African Immigrants Fight Back Against Housing Instability and ICE Terror
African Communities Together reveals how immigrant tenants are organizing against eviction and landlord neglect amid pandemic profiteering. Their story exposes systemic housing injustice and the brutal impact of ICE enforcement on vulnerable communities.
African Communities Together (ACT), a nonprofit led by and for African immigrants, is at the frontline of a fierce battle against housing instability and systemic neglect. The fight began in 2020 when a private equity firm bought an apartment complex in Alexandria, Virginia, triggering a wave of eviction filings and slashed maintenance that tore apart tight-knit immigrant communities. ACT’s members called for help, sparking a grassroots tenant organizing campaign that uncovered the harsh realities of housing injustice many African immigrants face — realities often ignored by mainstream housing justice movements.
Sosseh Prom of ACT explains that this struggle is not just about rent or repairs. It’s about survival under an administration weaponizing ICE to terrorize immigrant families, making them vulnerable to displacement and silencing their voices. “These are people living paycheck to paycheck, joining tenant associations, and fighting landlords while facing constant threats of deportation,” Prom says. “They deserve softness. They deserve safety. They deserve to live without preparing for violence or displacement.”
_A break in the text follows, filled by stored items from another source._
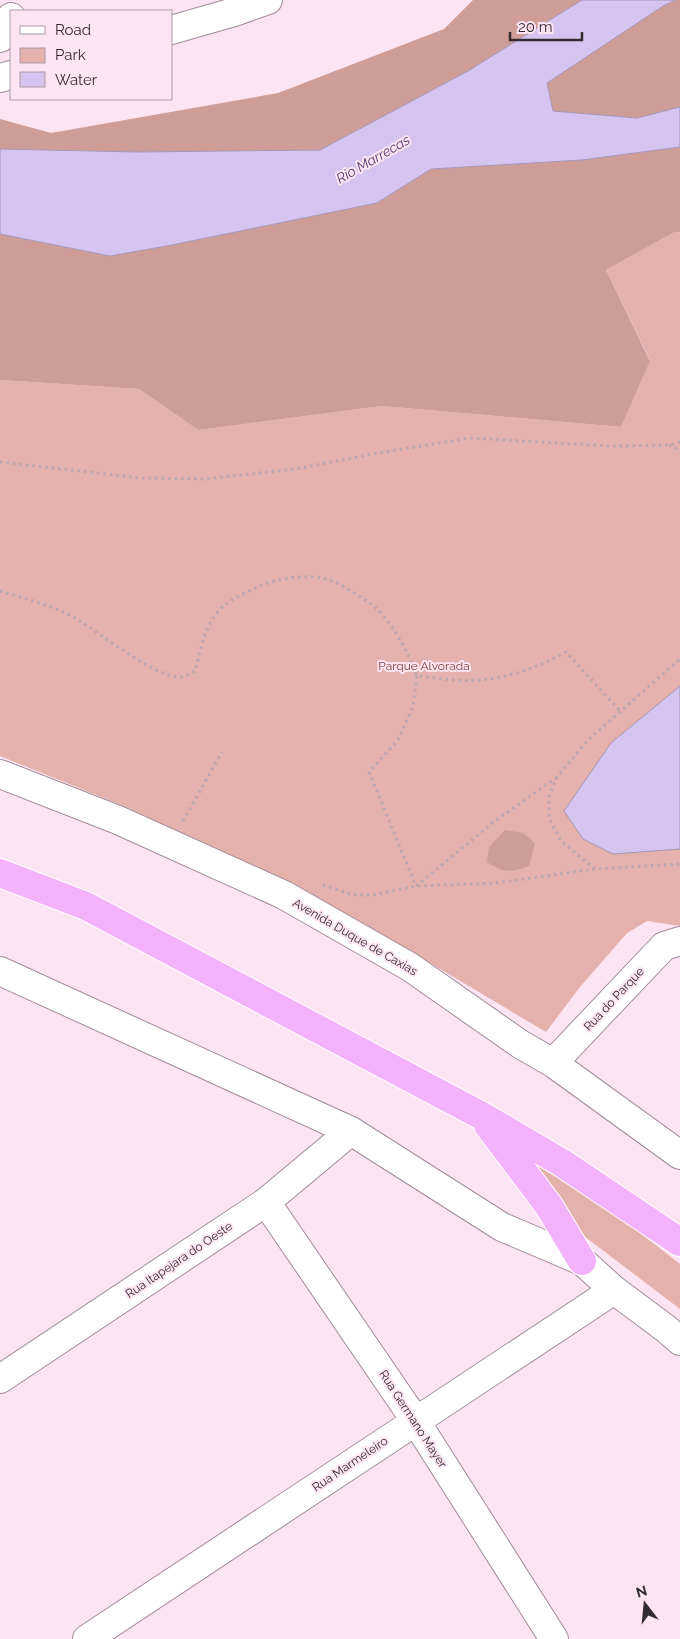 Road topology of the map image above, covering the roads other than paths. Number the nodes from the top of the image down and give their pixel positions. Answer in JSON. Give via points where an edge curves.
{"nodes":[{"id":1,"x":268,"y":0,"type":"edge"},
{"id":2,"x":10,"y":19,"type":"edge"},
{"id":3,"x":172,"y":30,"type":"edge"},
{"id":4,"x":0,"y":38,"type":"edge"},
{"id":5,"x":0,"y":774,"type":"edge"},
{"id":6,"x":0,"y":873,"type":"edge"},
{"id":7,"x":680,"y":941,"type":"edge"},
{"id":8,"x":0,"y":970,"type":"edge"},
{"id":9,"x":553,"y":1063,"type":"junction"},
{"id":10,"x":482,"y":1116,"type":"junction"},
{"id":11,"x":351,"y":1131,"type":"junction"},
{"id":12,"x":680,"y":1155,"type":"edge"},
{"id":13,"x":266,"y":1202,"type":"junction"},
{"id":14,"x":680,"y":1242,"type":"edge"},
{"id":15,"x":582,"y":1261,"type":"junction"},
{"id":16,"x":614,"y":1290,"type":"junction"},
{"id":17,"x":680,"y":1342,"type":"edge"},
{"id":18,"x":0,"y":1379,"type":"edge"},
{"id":19,"x":415,"y":1420,"type":"junction"},
{"id":20,"x":88,"y":1639,"type":"edge"},
{"id":21,"x":554,"y":1639,"type":"edge"}],
"edges":[{"from":1,"to":3,"type":"street"},
{"from":2,"to":4,"type":"street"},
{"from":5,"to":9,"type":"street","name":"Avenida Duque de Caxias","via":[[118,820],[284,896],[410,967],[520,1044]]},
{"from":6,"to":10,"type":"highway","via":[[86,906]]},
{"from":7,"to":9,"type":"street","name":"Rua do Parque","via":[[664,946]]},
{"from":8,"to":11,"type":"street"},
{"from":9,"to":12,"type":"street","name":"Avenida Duque de Caxias"},
{"from":10,"to":14,"type":"highway","via":[[562,1163]]},
{"from":10,"to":15,"type":"highway","via":[[549,1206]]},
{"from":11,"to":13,"type":"street","name":"Rua Itapejara do Oeste"},
{"from":11,"to":15,"type":"street","via":[[502,1227]]},
{"from":13,"to":18,"type":"street","name":"Rua Itapejara do Oeste"},
{"from":13,"to":19,"type":"street","name":"Rua Germano Mayer"},
{"from":15,"to":16,"type":"street"},
{"from":16,"to":17,"type":"street"},
{"from":16,"to":19,"type":"street","name":"Rua Marmeleiro"},
{"from":19,"to":20,"type":"street","name":"Rua Marmeleiro"},
{"from":19,"to":21,"type":"street","name":"Rua Germano Mayer"}]}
ACT’s approach centers on human connection and collective power. They reject one-size-fits-all solutions, recognizing the unique fears and needs within their community. Some tenants are ready to take landlords to court, while others cannot risk government attention due to immigration enforcement. ACT supports all by tailoring strategies that hold landlords accountable without endangering tenants.
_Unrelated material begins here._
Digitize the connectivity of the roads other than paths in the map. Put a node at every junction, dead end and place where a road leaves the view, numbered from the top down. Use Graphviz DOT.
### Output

This organizing work draws inspiration from historic mutual aid and survival programs, like the Black Panthers’ free breakfast and health clinics, and African “Sou Sou” savings systems. These community-rooted efforts build trust, foster healing, and create resilience against systems designed to keep marginalized communities impoverished and divided.
Prom’s advice to frontline organizers is clear: consistency beats perfection, and conflict should be confronted with empathy and understanding. Building trust through sustained presence in the community is the foundation for collective liberation.
The story of African Communities Together is a stark reminder that housing justice is inseparable from immigrant rights and racial equity. As private equity firms and hostile immigration policies continue to fracture communities, grassroots movements like ACT’s are vital to holding power accountable and demanding a world where everyone can live with dignity and safety.